I recently started messing around with shaders in Unity and thought I’d try creating a raymarch volume shader. I found some success, but I’ve run into a rather ugly problem that I’m not really sure how to approach. As in the title, I am getting this banding in the render:


Increasing the step count helps to a point, this was done at 256 steps, and it becomes such a drain on performance that I would like to decrease the steps rather than increase them.

I would appreciate any insight into this issue. I would like to also understand any solutions as much as possible, so diagrams would also be greatly appreciated. Thanks!

Could you upload this broken shader or send me code in private message ? I will try to fix it.

Have you used domain deformations in this shader ? Sometimes operations like bending / twisting can cause artifacts.
Also you can visit my Git repository, where you can find some raymarch shaders for Unity3D…

Here you have simple example:

https://github.com/przemyslawzaworski/Unity3D-CG-programming/blob/master/raymarching_materials_integration.shader

The code isn’t broken, it’s behaving exactly as it should. Here is a raymarch script that is heavily simplified to get to the root of the problem:

Shader "Unlit/TestRayMarch"
{
    Properties
    {
        _MainTex ("Texture", 2D) = "white" {}
    }
    SubShader {
        Tags {
            "Queue" = "Transparent"
        }

        Pass {

            //Transparency Stuff
               ZWrite Off
            Cull Front
                Blend SrcAlpha OneMinusSrcAlpha

                ZTest Off

               CGPROGRAM

               #include "UnityCG.cginc"
               #include "Lighting.cginc"

            #pragma vertex vert           
                #pragma fragment frag


                //Check if the ray intersects with a sphere
                float checkSphere (float3 rayPosition, float3 _Center) {
                    return distance (rayPosition, _Center);
                }


                float4 raymarch (float3 direction, float3 pixelWorldPos, float3 cameraPos) {
                    float3 pos = cameraPos;
                    float4 sampleValue = float4 (1, 1, 1, 0);

                    for (int i = 0; i < 128; i++) {
                        if (checkSphere (pos, mul(unity_ObjectToWorld, float4 (0, 0, 0, 1)).xyz) <= 0.5){
                        sampleValue.a += 0.1;        //This part here, having transparency, causes banding              
                        }

                     pos += direction * 0.1;
                    }

                    return float4 (sampleValue);
                }

            struct vertOutput {
                    float4 pos : SV_POSITION;
                    float3 wPos : TEXCOORD0;
               };

            vertOutput vert(appdata_full v) {
                   vertOutput o;

                o.pos = UnityObjectToClipPos(v.vertex);
                o.wPos = mul(unity_ObjectToWorld, v.vertex).xyz;

                return o;
            }


            half4 frag(vertOutput output) : COLOR {
                return raymarch ( normalize (output.wPos - _WorldSpaceCameraPos), output.wPos, _WorldSpaceCameraPos);
               }

            ENDCG
        }
    }
}

The banding is noticeable because there is an alpha channel that is changing based on ray depth.

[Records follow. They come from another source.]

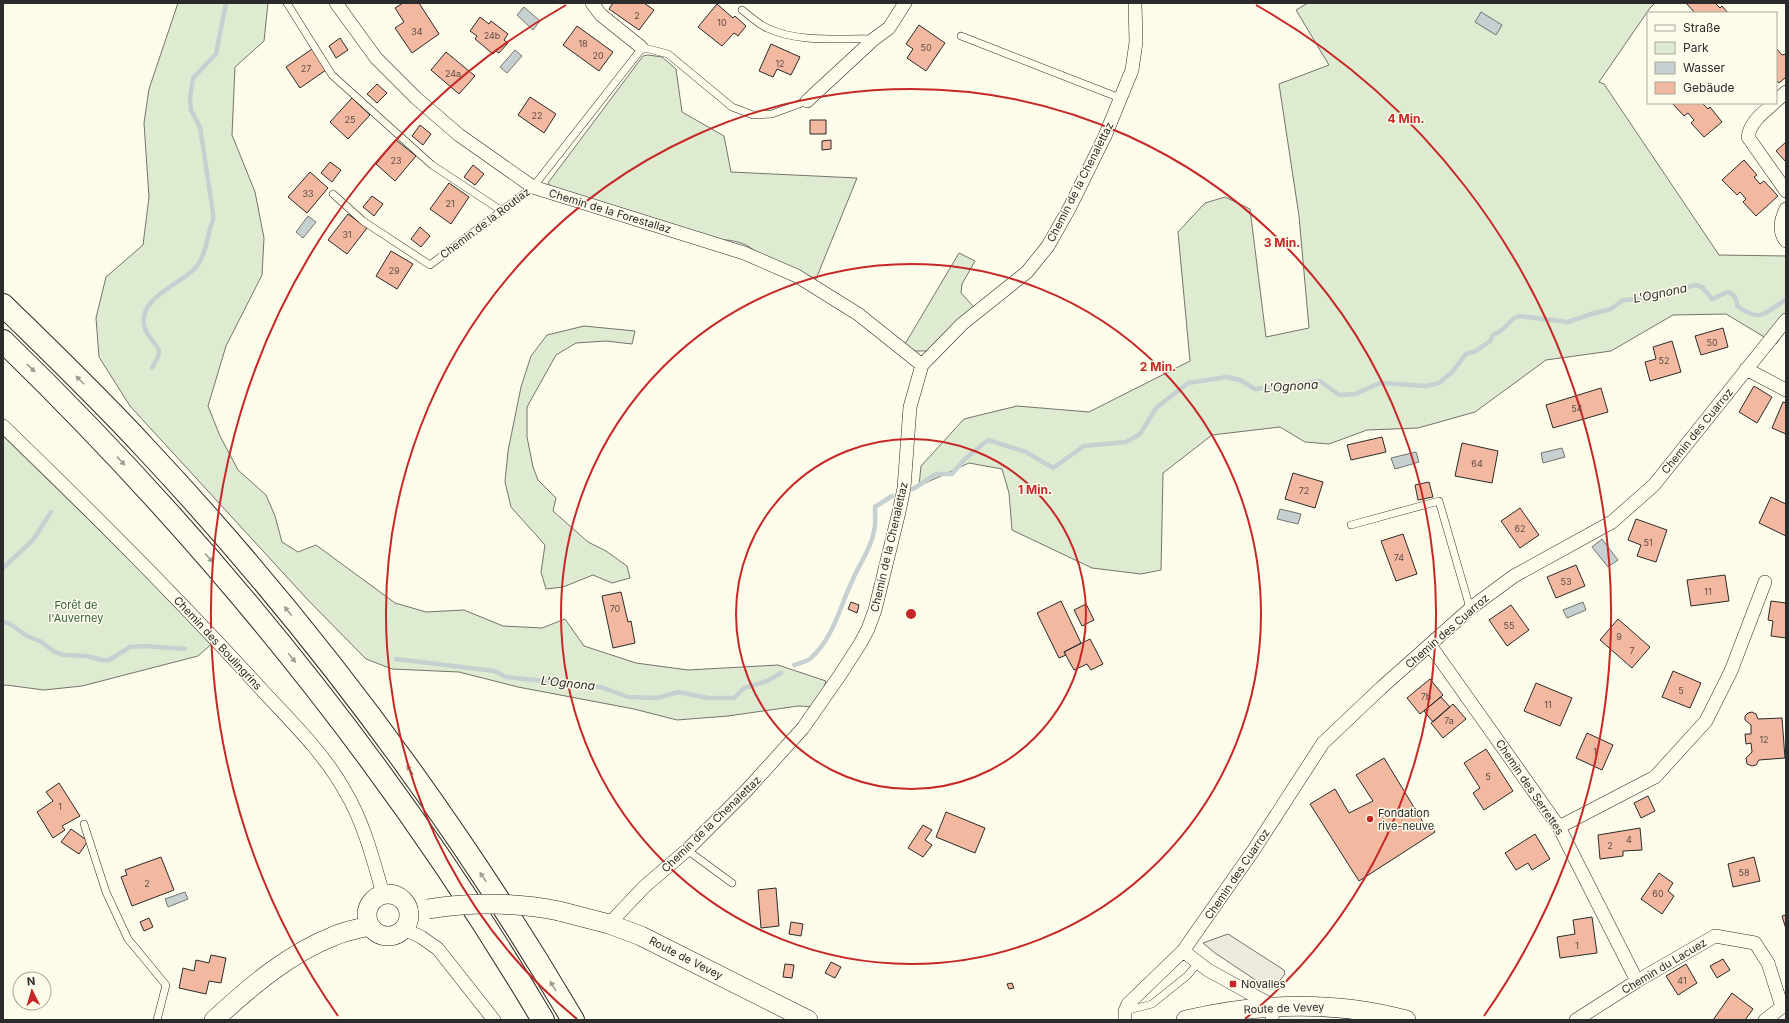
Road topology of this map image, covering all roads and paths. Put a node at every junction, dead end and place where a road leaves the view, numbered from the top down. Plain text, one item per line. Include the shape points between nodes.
1 (287, 3) edge
2 (336, 3) edge
3 (592, 3) edge
4 (905, 3) edge
5 (1135, 3) edge
6 (742, 10) dead end
7 (961, 36) dead end
8 (874, 39) junction
9 (641, 46) junction
10 (1786, 92) edge
11 (1120, 98) junction
12 (1777, 100) edge
13 (807, 101) joint
14 (1773, 104) edge
15 (534, 187) junction
16 (1786, 191) edge
17 (333, 194) dead end
18 (1786, 209) edge
19 (502, 211) junction
20 (1786, 241) edge
21 (3, 305) edge
22 (1786, 320) edge
23 (3, 341) edge
24 (922, 365) junction
25 (1746, 369) junction
26 (1786, 390) edge
27 (3, 426) edge
28 (1351, 525) dead end
29 (1765, 582) dead end
30 (1470, 608) junction
31 (1430, 645) junction
32 (84, 824) dead end
33 (1559, 827) junction
34 (687, 850) junction
35 (732, 883) dead end
36 (383, 894) junction
37 (407, 920) junction
38 (609, 924) junction
39 (369, 926) junction
40 (1183, 951) junction
41 (1198, 963) junction
42 (1637, 981) junction
43 (1784, 1006) edge
44 (1272, 1013) edge
45 (1125, 1015) edge
46 (157, 1020) edge
47 (214, 1020) edge
48 (494, 1020) edge
49 (543, 1020) edge
50 (573, 1020) edge
51 (808, 1020) edge
52 (1186, 1020) edge
53 (1406, 1020) edge
54 (1576, 1020) edge
55 (1765, 1020) edge

1 - 19 lane via 332,75 432,165
2 - 15 street, Chemin de la Forestallaz via 376,58 416,98 459,135
3 - 9 street via 601,15
4 - 8 street via 889,28
5 - 11 street, Chemin de la Chenalettaz via 1136,42 1132,70
6 - 8 lane via 766,28 781,33 804,37
7 - 11 lane
8 - 13 street
9 - 13 lane via 668,54 732,107 753,115 772,114
9 - 15 lane, Chemin de la Routiaz via 598,106
10 - 12 street
11 - 24 street, Chemin de la Chenalettaz via 1102,143 1048,246 1027,272 962,324
14 - 16 street via 1755,120 1748,137
15 - 19 lane, Chemin de la Routiaz
15 - 24 street, Chemin de la Forestallaz via 744,253 796,276 858,314
17 - 19 lane, Chemin de la Routiaz via 363,221 430,264
18 - 20 street via 1781,223 1782,236
50 -> 21 highway via 461,844 397,751 321,652 234,547 147,449
22 - 25 street, Chemin des Cuarroz
23 -> 49 highway via 82,419 173,518 302,670 405,808 490,934
24 - 34 street, Chemin de la Chenalettaz via 910,407 904,488 868,629 840,676 802,728 746,791
25 - 26 street
25 - 30 street, Chemin des Cuarroz via 1654,485 1634,504 1612,522 1514,576
27 - 36 street, Chemin des Boulingrins via 142,562 332,769 358,815 371,849
28 - 30 lane via 1439,501
29 - 33 street via 1731,671 1706,721 1655,777
30 - 31 street, Chemin des Cuarroz
31 - 33 street, Chemin des Serrettes
31 - 40 street, Chemin des Cuarroz via 1323,743 1253,851
32 - 46 lane via 106,892 128,939 166,985
33 - 42 street, Chemin des Serrettes
34 - 35 lane
34 - 38 street, Chemin de la Chenalettaz via 644,887
36 - 37 street via 395,895 404,901
36 - 39 street via 376,897 368,907 366,918
37 - 38 street, Route de Vevey, bridge via 428,909 455,904 485,903 538,906
37 - 39 street via 395,936 377,934
37 - 48 street via 421,937 438,949
38 - 51 street, Route de Vevey via 641,936
39 - 47 street via 334,935 286,961 259,980
40 - 41 street
40 - 45 street, Chemin des Cuarroz via 1128,1004
41 - 44 street
41 - 45 lane via 1187,976 1152,1004
42 - 43 street, Chemin du Lacuez via 1715,936 1756,943 1768,963
42 - 54 street, Chemin du Lacuez
43 - 55 street
44 - 52 street, Route de Vevey via 1237,1010
44 - 53 street, Route de Vevey via 1295,1005 1347,1008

I think another approach to solving this would be using a depth texture.

Looks like a precision issue as you have enough steps, or maybe you just need to process it further with dither or such?

In a way, yes it is a precision problem. The step size can be changed and that can help reduce the effect, but it never quite goes away. I suppose one path may be that a dynamic system is needed to balance this out in real time, but it would be messy and kind of complicated.

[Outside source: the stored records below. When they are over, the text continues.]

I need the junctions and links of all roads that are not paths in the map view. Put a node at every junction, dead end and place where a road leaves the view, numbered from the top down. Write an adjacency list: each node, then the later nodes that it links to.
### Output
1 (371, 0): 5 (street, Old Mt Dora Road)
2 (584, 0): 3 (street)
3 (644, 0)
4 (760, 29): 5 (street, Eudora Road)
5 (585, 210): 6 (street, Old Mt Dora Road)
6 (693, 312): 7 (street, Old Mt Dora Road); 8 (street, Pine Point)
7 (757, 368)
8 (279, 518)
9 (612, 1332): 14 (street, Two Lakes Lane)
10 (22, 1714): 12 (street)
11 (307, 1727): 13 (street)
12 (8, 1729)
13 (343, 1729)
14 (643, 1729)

I’ve also found an academic paper in which this is avoided via a random depth offset. The problem is getting a random number, and it creates a static like effect which isn’t very desirable.

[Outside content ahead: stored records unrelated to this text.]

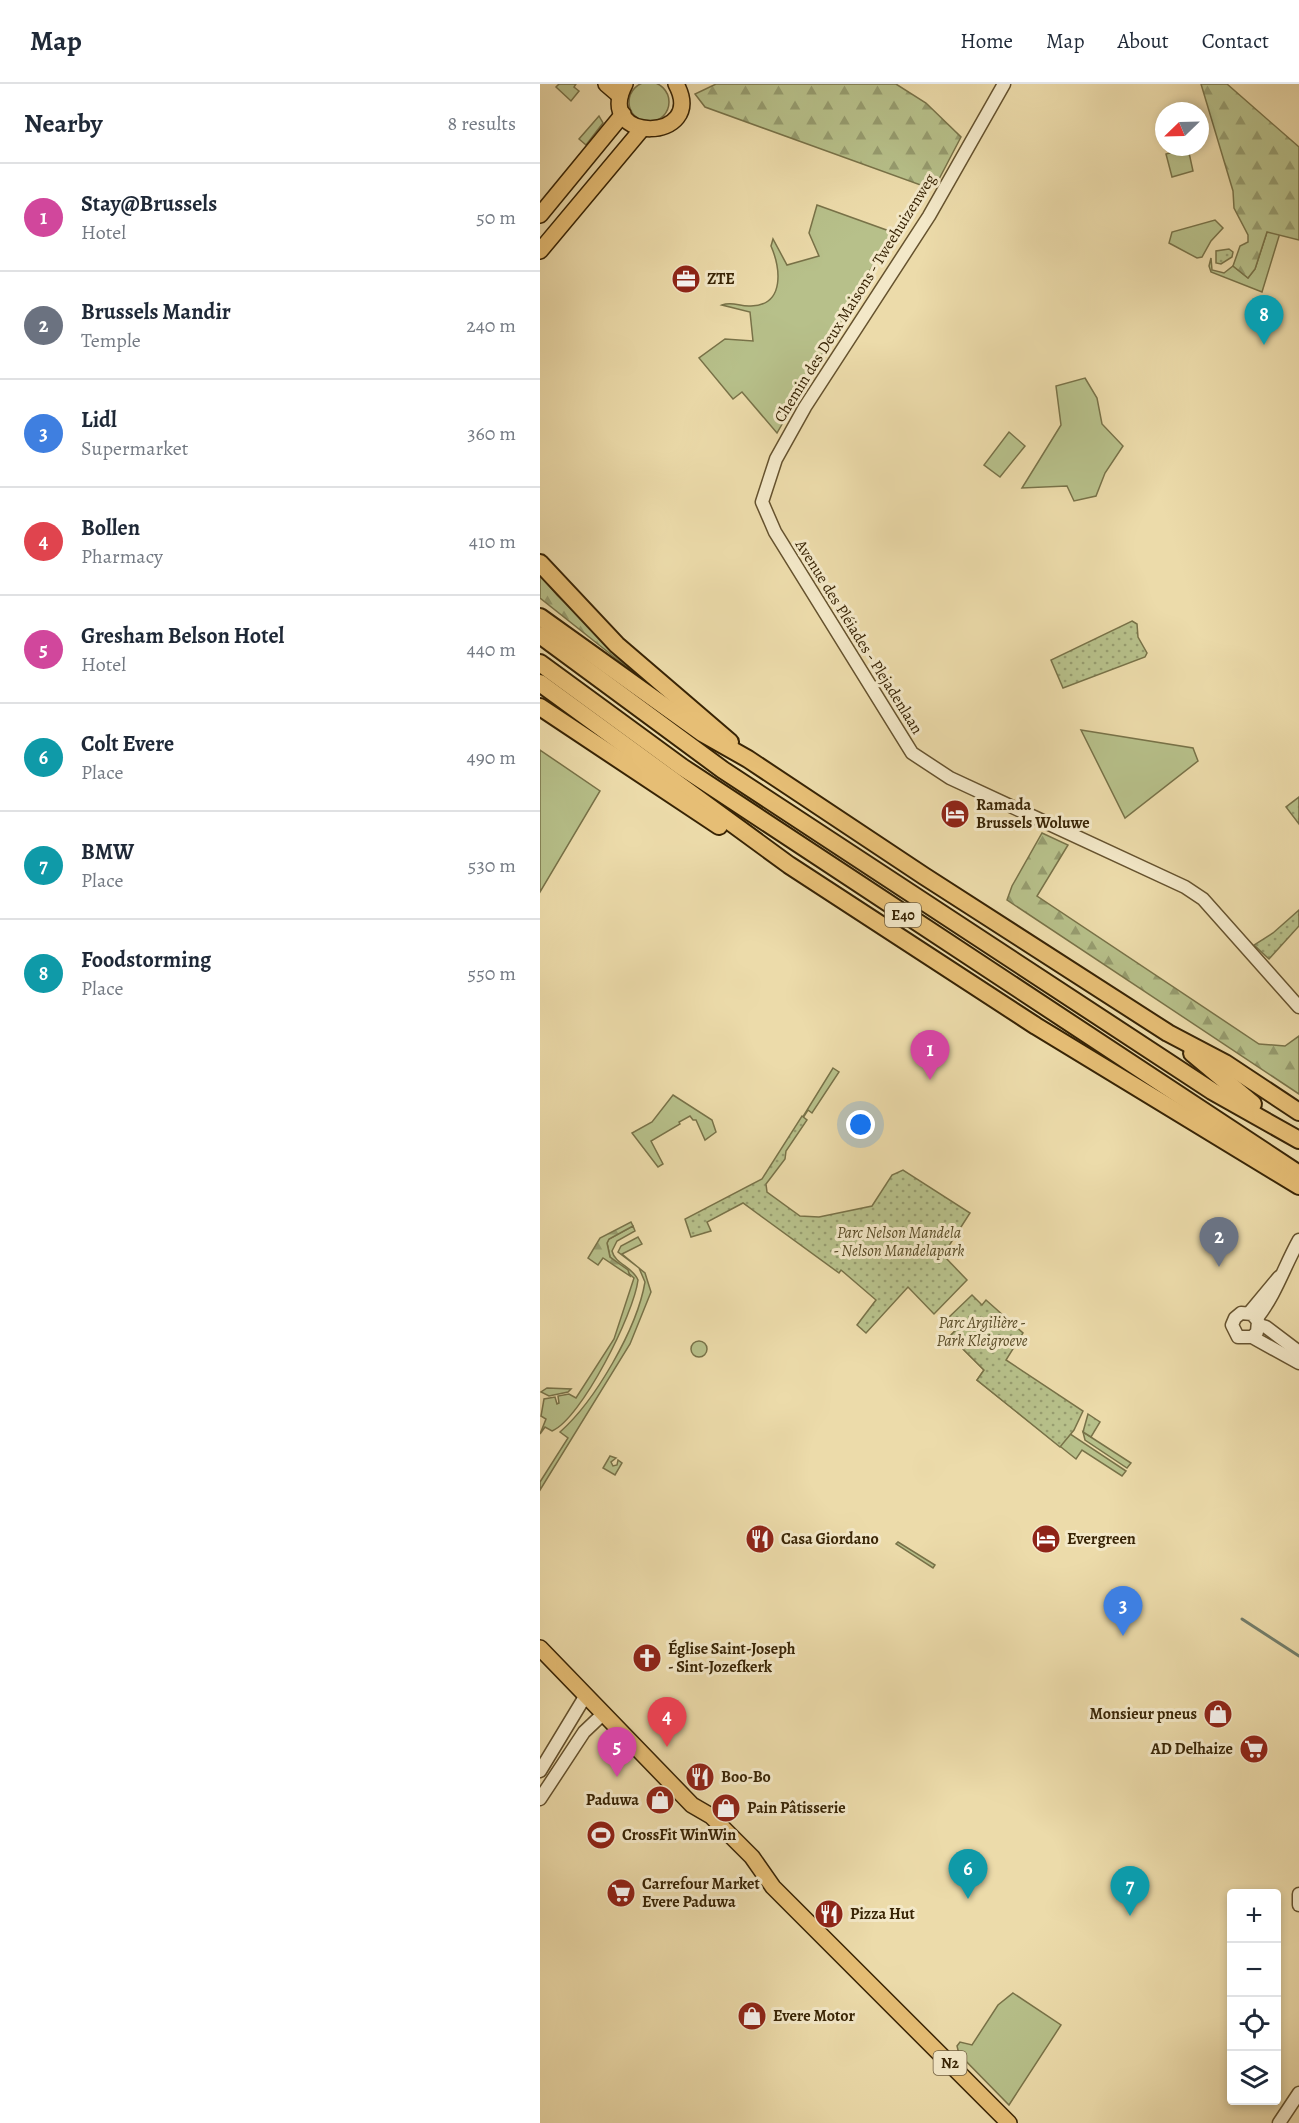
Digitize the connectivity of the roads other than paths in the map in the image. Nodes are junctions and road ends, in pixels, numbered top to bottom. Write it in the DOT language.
graph roads {
  1 [pos="606,84"];
  2 [pos="676,84"];
  3 [pos="1004,84"];
  4 [pos="623,90"];
  5 [pos="623,114"];
  6 [pos="642,129"];
  7 [pos="540,214"];
  8 [pos="540,251"];
  9 [pos="762,502"];
  10 [pos="540,562"];
  11 [pos="540,617"];
  12 [pos="540,635"];
  13 [pos="540,663"];
  14 [pos="540,683"];
  15 [pos="540,707"];
  16 [pos="748,759"];
  17 [pos="789,865"];
  18 [pos="1299,1007"];
  19 [pos="1168,1034"];
  20 [pos="1299,1112"];
  21 [pos="1281,1128"];
  22 [pos="1299,1140"];
  23 [pos="1297,1179"];
  24 [pos="1299,1240"];
  25 [pos="1255,1319"];
  26 [pos="1252,1337"];
  27 [pos="1299,1352"];
  28 [pos="1299,1362"];
  29 [pos="540,1648"];
  30 [pos="586,1695"];
  31 [pos="604,1713"];
  32 [pos="564,1731"];
  33 [pos="577,1742"];
  34 [pos="540,1771"];
  35 [pos="540,1799"];
  36 [pos="1299,1894"];
  37 [pos="1299,1905"];
  38 [pos="1299,2093"];
  39 [pos="1009,2123"];
  40 [pos="1279,2123"];
  1 -- 4 [label="main road"];
  2 -- 6 [label="main road"];
  3 -- 9 [label="street, Chemin des Deux Maisons - Tweehuizenweg"];
  4 -- 5 [label="main road"];
  5 -- 6 [label="main road"];
  5 -- 7 [label="main road"];
  6 -- 8 [label="main road"];
  9 -- 18 [label="street, Avenue des Pléiades - Plejadenlaan"];
  10 -- 16 [label="highway"];
  11 -- 16 [label="highway, E40"];
  12 -- 21 [label="highway, E40"];
  13 -- 23 [label="highway, E40"];
  14 -- 17 [label="highway, E40"];
  15 -- 17 [label="highway"];
  16 -- 19 [label="highway, E40"];
  17 -- 23 [label="highway, E40"];
  19 -- 20 [label="highway, E40"];
  19 -- 21 [label="highway, E40"];
  21 -- 22 [label="highway, E40"];
  24 -- 25 [label="street"];
  25 -- 26 [label="street"];
  25 -- 26 [label="street"];
  25 -- 27 [label="street"];
  26 -- 28 [label="street"];
  29 -- 30 [label="main road, N2"];
  30 -- 31 [label="main road, N2"];
  30 -- 32 [label="street"];
  31 -- 33 [label="street"];
  31 -- 39 [label="main road, N2"];
  32 -- 33 [label="street"];
  32 -- 34 [label="street"];
  33 -- 35 [label="street"];
  36 -- 37 [label="street"];
  38 -- 40 [label="street"];
}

Jittering the ray depth can help a lot but it does created a “static” pattern. You should blur the volume then do a bilateral upsample to keep the sharp edges.

Another option is using old school interleaved sampling. Basically render the volume 4 times at a (slices/4) count with a different initial ray offset.

Then in your final composite pass use an interleaved pattern (dither pattern) to sample from those 4 previous samples.

This will give you a better quality than if you had rendered all those passes together. It will give you a dither pattern but in either case you should do a blur pass.

This is a good article even thought it deals with light all the techniques he uses can be applied.
http://www.alexandre-pestana.com/volumetric-lights/

Ah thanks! It never ceases to amaze me what I don’t find in my own research.